[Data records]
****************************************

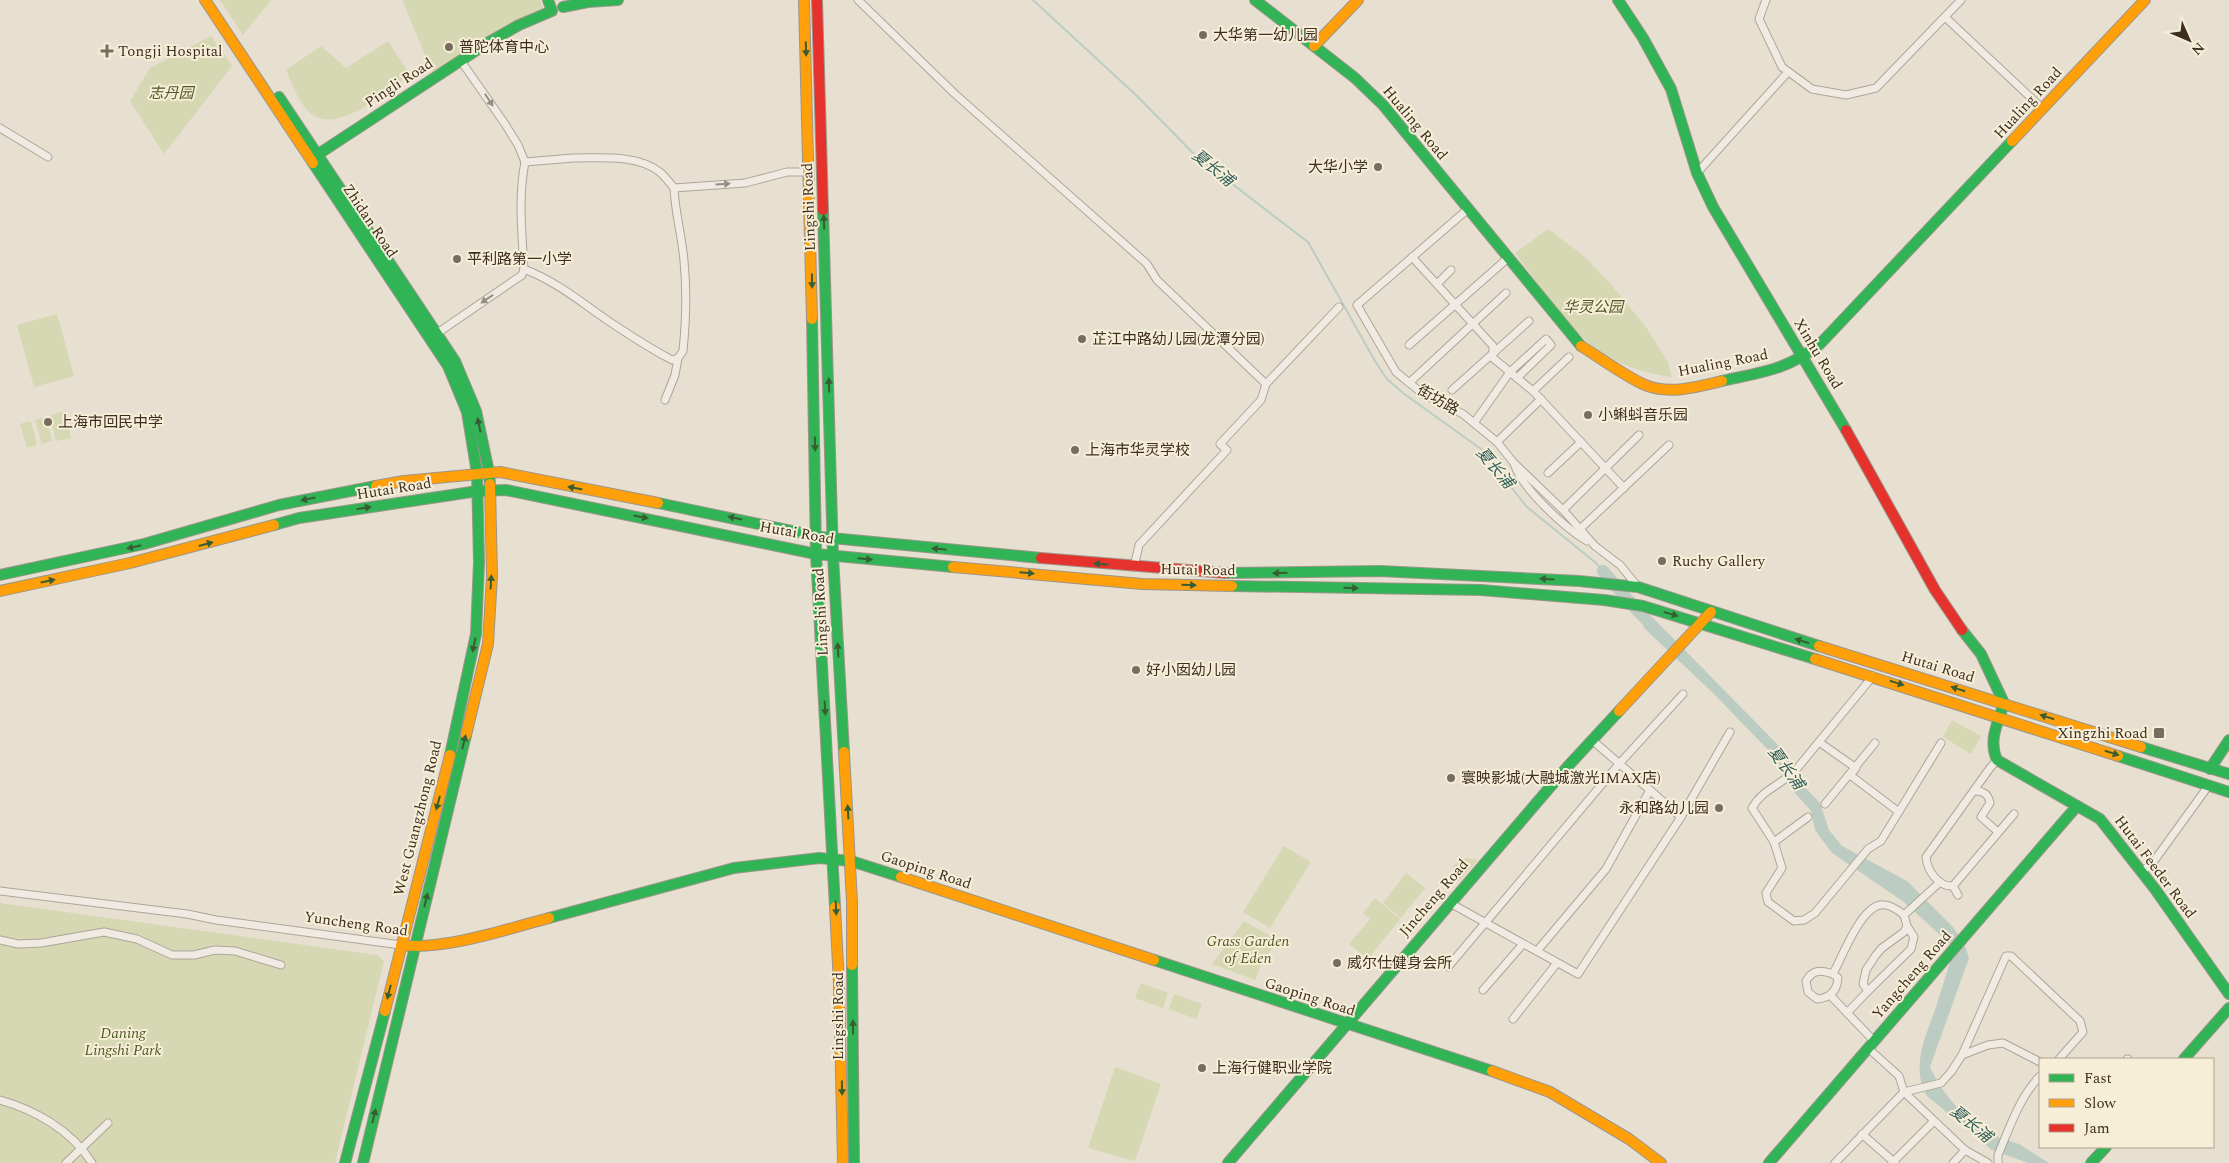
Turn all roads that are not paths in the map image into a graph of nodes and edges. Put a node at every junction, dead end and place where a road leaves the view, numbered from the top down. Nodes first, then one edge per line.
1 (205, 0) edge
2 (214, 0) edge
3 (548, 0) edge
4 (618, 0) edge
5 (804, 0) edge
6 (817, 0) edge
7 (858, 0) edge
8 (1255, 0) edge
9 (1358, 0) edge
10 (1618, 0) edge
11 (1766, 0) edge
12 (1961, 0) edge
13 (2145, 0) edge
14 (563, 7) joint
15 (552, 11) junction
16 (1945, 17) junction
17 (1314, 46) junction
18 (461, 61) junction
19 (1788, 72) junction
20 (2043, 109) junction
21 (0, 128) edge
22 (48, 157) dead end
23 (314, 157) junction
24 (525, 162) junction
25 (810, 172) junction
26 (1697, 173) junction
27 (674, 188) junction
28 (1468, 209) junction
29 (1412, 257) junction
30 (1508, 258) junction
31 (524, 269) junction
32 (1451, 270) dead end
33 (1437, 284) junction
34 (1506, 294) dead end
35 (1455, 304) junction
36 (1339, 307) dead end
37 (1529, 320) dead end
38 (1473, 324) junction
39 (436, 334) junction
40 (1409, 345) dead end
41 (1493, 353) junction
42 (1569, 357) dead end
43 (678, 358) junction
44 (1802, 358) junction
45 (1510, 372) junction
46 (1518, 378) junction
47 (1409, 383) junction
48 (1266, 384) junction
49 (1452, 390) dead end
50 (1533, 391) junction
51 (1541, 399) junction
52 (665, 400) dead end
53 (1474, 423) junction
54 (1639, 435) dead end
55 (1497, 442) junction
56 (1581, 442) junction
57 (1669, 445) dead end
58 (1514, 463) junction
59 (1605, 467) junction
60 (489, 472) junction
61 (477, 473) junction
62 (1548, 473) dead end
63 (1624, 488) junction
64 (490, 490) junction
65 (478, 491) junction
66 (1563, 510) junction
67 (1580, 529) junction
68 (817, 536) junction
69 (834, 538) junction
70 (1595, 546) junction
71 (816, 554) junction
72 (833, 556) junction
73 (1134, 568) junction
74 (0, 575) edge
75 (1638, 587) junction
76 (0, 591) edge
77 (1711, 612) junction
78 (1700, 622) junction
79 (1873, 676) junction
80 (1683, 694) dead end
81 (2004, 703) junction
82 (1999, 716) junction
83 (1730, 732) dead end
84 (1592, 740) junction
85 (2229, 740) edge
86 (1819, 742) junction
87 (1875, 743) dead end
88 (1941, 743) dead end
89 (1998, 760) junction
90 (1619, 764) junction
91 (1856, 768) junction
92 (2210, 769) junction
93 (2229, 774) edge
94 (1850, 776) junction
95 (2209, 785) junction
96 (1650, 790) junction
97 (1975, 791) junction
98 (2229, 792) edge
99 (1825, 804) dead end
100 (2077, 806) junction
101 (1899, 812) junction
102 (2014, 814) dead end
103 (1681, 817) junction
104 (1808, 818) dead end
105 (1998, 832) junction
106 (1774, 842) junction
107 (833, 859) junction
108 (850, 861) junction
109 (2142, 872) junction
110 (1940, 882) junction
111 (1953, 886) junction
112 (0, 891) edge
113 (1958, 895) dead end
114 (1450, 903) junction
115 (1906, 913) junction
116 (1485, 923) junction
117 (1907, 926) junction
118 (0, 940) edge
119 (1522, 944) junction
120 (401, 945) junction
121 (415, 947) junction
122 (1536, 951) junction
123 (1557, 963) junction
124 (282, 964) dead end
125 (1448, 967) dead end
126 (1833, 974) junction
127 (1483, 990) dead end
128 (1868, 991) junction
129 (2229, 994) edge
130 (1830, 995) junction
131 (2229, 1008) edge
132 (1847, 1013) junction
133 (1513, 1018) dead end
134 (1345, 1024) junction
135 (1871, 1045) junction
136 (1962, 1055) junction
137 (2060, 1058) edge
138 (2185, 1058) edge
139 (2039, 1061) edge
140 (2039, 1077) edge
141 (1904, 1092) junction
142 (0, 1100) edge
143 (1934, 1121) junction
144 (108, 1123) dead end
145 (1862, 1134) junction
146 (82, 1148) junction
147 (2105, 1148) edge
148 (1964, 1150) junction
149 (346, 1158) edge
150 (363, 1160) edge
151 (1894, 1162) edge
152 (66, 1163) edge
153 (92, 1163) edge
154 (843, 1163) edge
155 (854, 1163) edge
156 (1228, 1163) edge
157 (1661, 1163) edge
158 (1769, 1163) edge
159 (1835, 1163) edge
160 (1953, 1163) edge
161 (1988, 1163) edge
162 (1998, 1163) edge
163 (2091, 1163) edge

1 - 23 main road, Zhidan Road
2 - 23 main road, Zhidan Road
3 - 15 main road
4 - 14 main road, Pingli Road
5 -> 25 main road, Lingshi Road
69 -> 6 main road, Lingshi Road
7 - 48 street
8 - 17 main road, Hualing Road
9 - 17 main road
10 - 26 main road, Xinhu Road
11 - 19 street
12 - 16 street
13 - 20 main road, Hualing Road
14 - 15 street, Pingli Road
15 - 18 main road, Pingli Road
16 - 19 street
16 - 20 street
17 - 28 main road, Hualing Road
18 - 23 main road, Pingli Road
18 -> 24 street
19 - 26 street
20 - 44 main road, Hualing Road
21 - 22 street
23 - 39 main road, Zhidan Road
23 - 61 main road, Zhidan Road
24 - 27 street
24 - 31 street
27 -> 25 street
25 -> 68 main road, Lingshi Road
26 - 44 main road, Xinhu Road
27 - 43 street
28 - 29 street, 街坊路
28 - 30 main road, Hualing Road
29 - 33 street
29 - 47 street, 街坊路
30 - 35 street
30 - 44 main road, Hualing Road
31 -> 39 street
31 - 43 street
32 - 33 street
33 - 35 street
34 - 38 street
35 - 38 street
35 - 40 street
36 - 48 street
37 - 41 street
38 - 41 street
38 - 47 street
60 -> 39 main road, Zhidan Road
41 - 45 street
41 - 49 street
42 - 50 street
43 - 52 street
44 - 81 main road, Xinhu Road
45 - 46 street
45 - 46 street
45 - 53 street
46 - 50 street
47 - 53 street, 街坊路
48 - 73 street
50 - 51 street
51 - 55 street
51 - 56 street
53 - 55 street, 街坊路
54 - 59 street
55 - 58 street, 街坊路
56 - 59 street
56 - 62 street
57 - 63 street
58 - 66 street, 街坊路
58 - 70 street
59 - 63 street
59 - 66 street
60 - 61 main road, Hutai Road
60 - 64 main road, West Guangzhong Road
68 -> 60 main road, Hutai Road
61 - 65 main road, West Guangzhong Road
61 -> 74 main road, Hutai Road
63 - 67 street
64 - 65 main road, Hutai Road
64 -> 71 main road, Hutai Road
121 -> 64 main road, West Guangzhong Road
76 -> 65 main road, Hutai Road
65 -> 120 main road, West Guangzhong Road
66 - 67 street, 街坊路
67 - 70 street, 街坊路
68 - 69 main road, Hutai Road
68 - 71 main road, Lingshi Road
69 - 72 main road, Lingshi Road
73 -> 69 main road, Hutai Road
70 - 75 street, 街坊路
71 - 72 main road, Hutai Road
71 -> 107 main road, Lingshi Road
72 -> 78 main road, Hutai Road
108 -> 72 main road, Lingshi Road
75 -> 73 main road, Hutai Road
75 - 77 main road, Hutai Road
77 - 78 main road
81 -> 77 main road, Hutai Road
78 - 79 main road, Hutai Road
78 - 84 main road, Jincheng Road
79 -> 82 main road, Hutai Road
79 - 86 street
80 - 90 street
81 - 82 main road
92 -> 81 main road, Hutai Road
82 - 89 main road
82 -> 95 main road, Hutai Road
83 - 103 street
84 - 90 street
84 - 114 main road, Jincheng Road
85 - 92 main road
86 - 91 street
86 - 106 street
87 - 91 street
88 - 101 street
89 - 97 street
89 - 100 main road, Hutai Feeder Road
90 - 96 street
90 - 116 street
91 - 94 street
92 - 93 main road, Hutai Road
94 - 99 street
94 - 101 street
95 - 98 main road, Hutai Road
95 - 109 street
96 - 103 street
96 - 122 street
97 - 105 street
97 - 110 street
100 - 109 main road, Hutai Feeder Road
100 - 135 main road, Yangcheng Road
101 - 106 street
102 - 105 street
103 - 123 street
104 - 106 street
105 - 111 street
107 - 108 main road, Yuncheng Road
107 - 121 main road, Yuncheng Road
107 -> 154 main road, Lingshi Road
108 - 134 main road, Gaoping Road
155 -> 108 main road, Lingshi Road
109 - 129 main road, Hutai Feeder Road
110 - 111 street
110 - 115 street
111 - 113 street
112 - 120 street, Yuncheng Road
114 - 116 street
114 - 134 main road, Jincheng Road
115 - 117 street
115 - 126 street
116 - 119 street
116 - 125 street
117 - 128 street
117 - 128 street
118 - 124 street
119 - 122 street
119 - 127 street
120 - 121 main road, Yuncheng Road
120 -> 149 main road, West Guangzhong Road
150 -> 121 main road, West Guangzhong Road
122 - 123 street
123 - 133 street
126 - 130 street
126 - 130 street
128 - 132 street
130 - 132 street
131 - 138 main road
132 - 135 street
134 - 156 main road, Jincheng Road
134 - 157 main road, Gaoping Road
135 - 141 street
135 - 158 main road, Yangcheng Road
136 - 137 street
136 - 139 street
136 - 141 street
140 - 162 street
141 - 143 street
141 - 145 street
142 - 146 street
143 - 148 street
143 - 151 street
144 - 146 street
145 - 151 street
145 - 159 street
146 - 152 street
146 - 153 street
147 - 163 main road
148 - 160 street
148 - 161 street
149 - 150 main road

****************************************

*Problem*
Give the number of lines in the data that contain "West", with no other words.

*Final answer*
6